**The problem:** Could you repeat the data word for word while skipping the pictures?

** Listed entries follows **

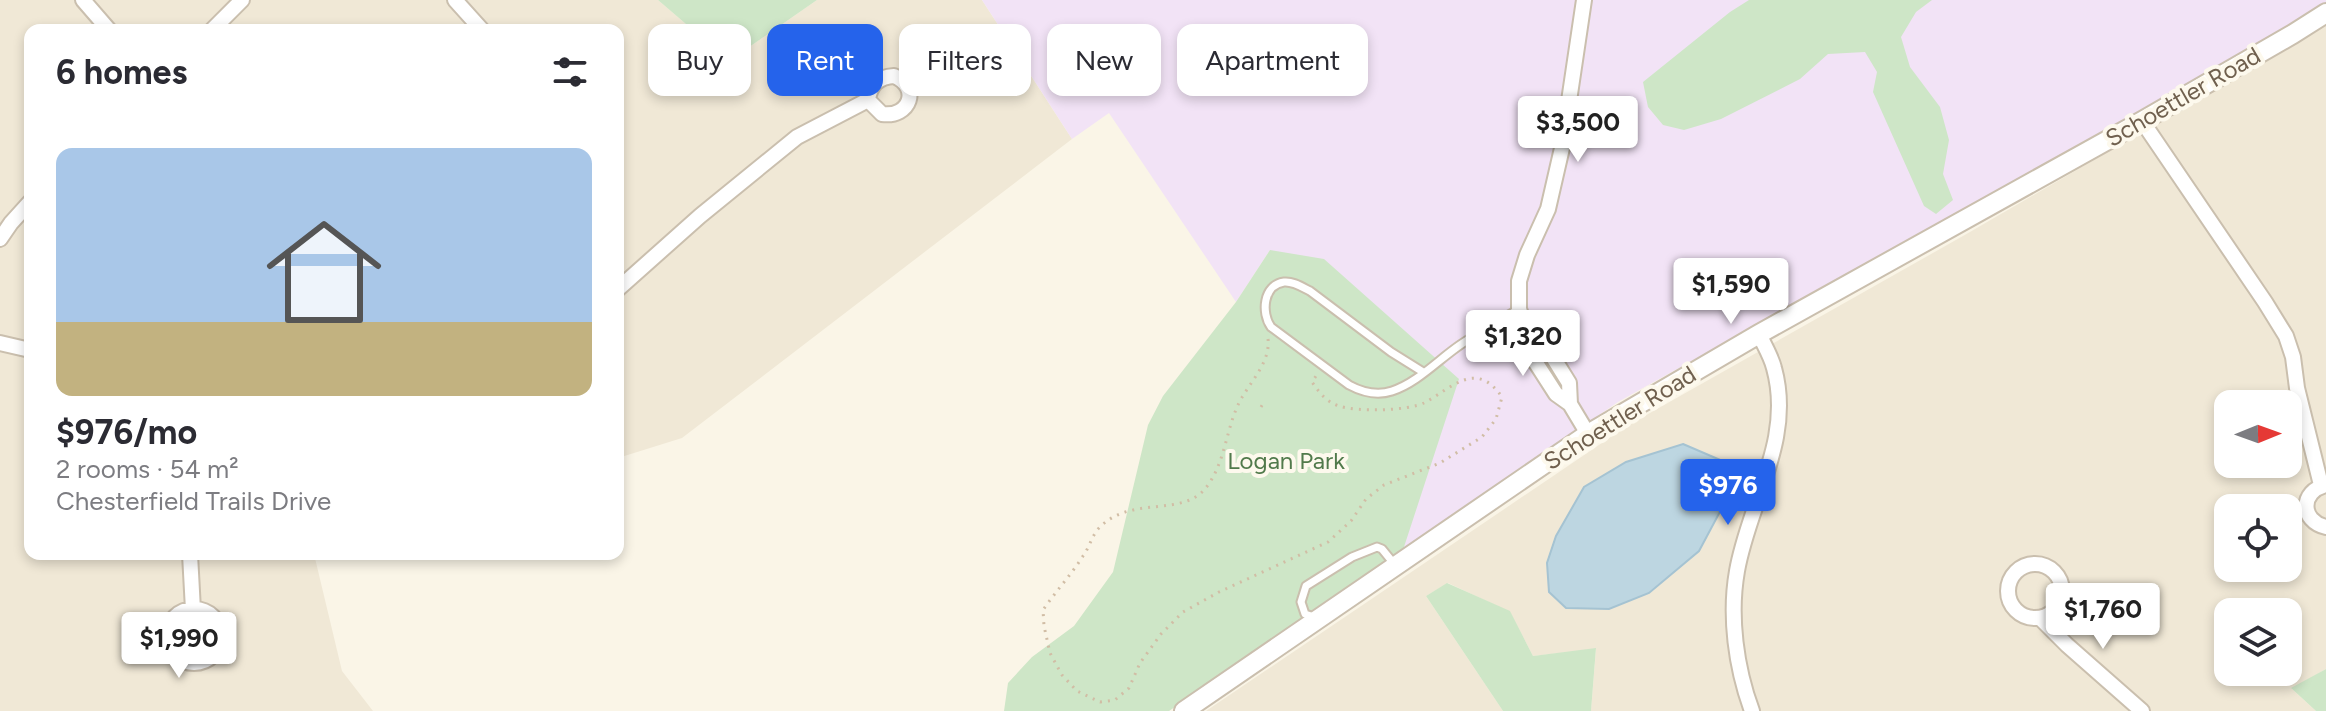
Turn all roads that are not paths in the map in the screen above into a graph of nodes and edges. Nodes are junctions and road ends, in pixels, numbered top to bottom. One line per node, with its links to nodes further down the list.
1 (83, 0): 6 (street)
2 (242, 0): 7 (street)
3 (455, 0): 8 (street)
4 (1584, 0): 14 (street)
5 (2326, 13): 10 (street, Schoettler Road)
6 (104, 24)
7 (218, 24)
8 (477, 24)
9 (868, 100): 13 (street)
10 (2142, 121): 15 (street, Schoettler Road); 20 (street)
11 (24, 209): 12 (street)
12 (0, 239)
13 (624, 284)
14 (1519, 309): 18 (lane); 19 (street)
15 (1759, 334): 19 (street, Schoettler Road); 28 (street)
16 (0, 343): 17 (street)
17 (24, 349)
18 (1423, 372): 18 (lane)
19 (1588, 434): 23 (street, Schoettler Road)
20 (2324, 485): 21 (street)
21 (2326, 527)
22 (190, 560): 24 (street)
23 (1395, 565): 25 (street, Schoettler Road); 25 (lane)
24 (193, 610)
25 (1316, 618): 27 (street, Schoettler Road)
26 (2040, 618): 29 (street)
27 (1184, 711)
28 (1752, 711)
29 (2142, 711)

** End of Listed entries **

**Written response:**
Turn all roads that are not paths in the map in the screen above into a graph of nodes and edges. Nodes are junctions and road ends, in pixels, numbered top to bottom. One line per node, with its links to nodes further down the list.
1 (83, 0): 6 (street)
2 (242, 0): 7 (street)
3 (455, 0): 8 (street)
4 (1584, 0): 14 (street)
5 (2326, 13): 10 (street, Schoettler Road)
6 (104, 24)
7 (218, 24)
8 (477, 24)
9 (868, 100): 13 (street)
10 (2142, 121): 15 (street, Schoettler Road); 20 (street)
11 (24, 209): 12 (street)
12 (0, 239)
13 (624, 284)
14 (1519, 309): 18 (lane); 19 (street)
15 (1759, 334): 19 (street, Schoettler Road); 28 (street)
16 (0, 343): 17 (street)
17 (24, 349)
18 (1423, 372): 18 (lane)
19 (1588, 434): 23 (street, Schoettler Road)
20 (2324, 485): 21 (street)
21 (2326, 527)
22 (190, 560): 24 (street)
23 (1395, 565): 25 (street, Schoettler Road); 25 (lane)
24 (193, 610)
25 (1316, 618): 27 (street, Schoettler Road)
26 (2040, 618): 29 (street)
27 (1184, 711)
28 (1752, 711)
29 (2142, 711)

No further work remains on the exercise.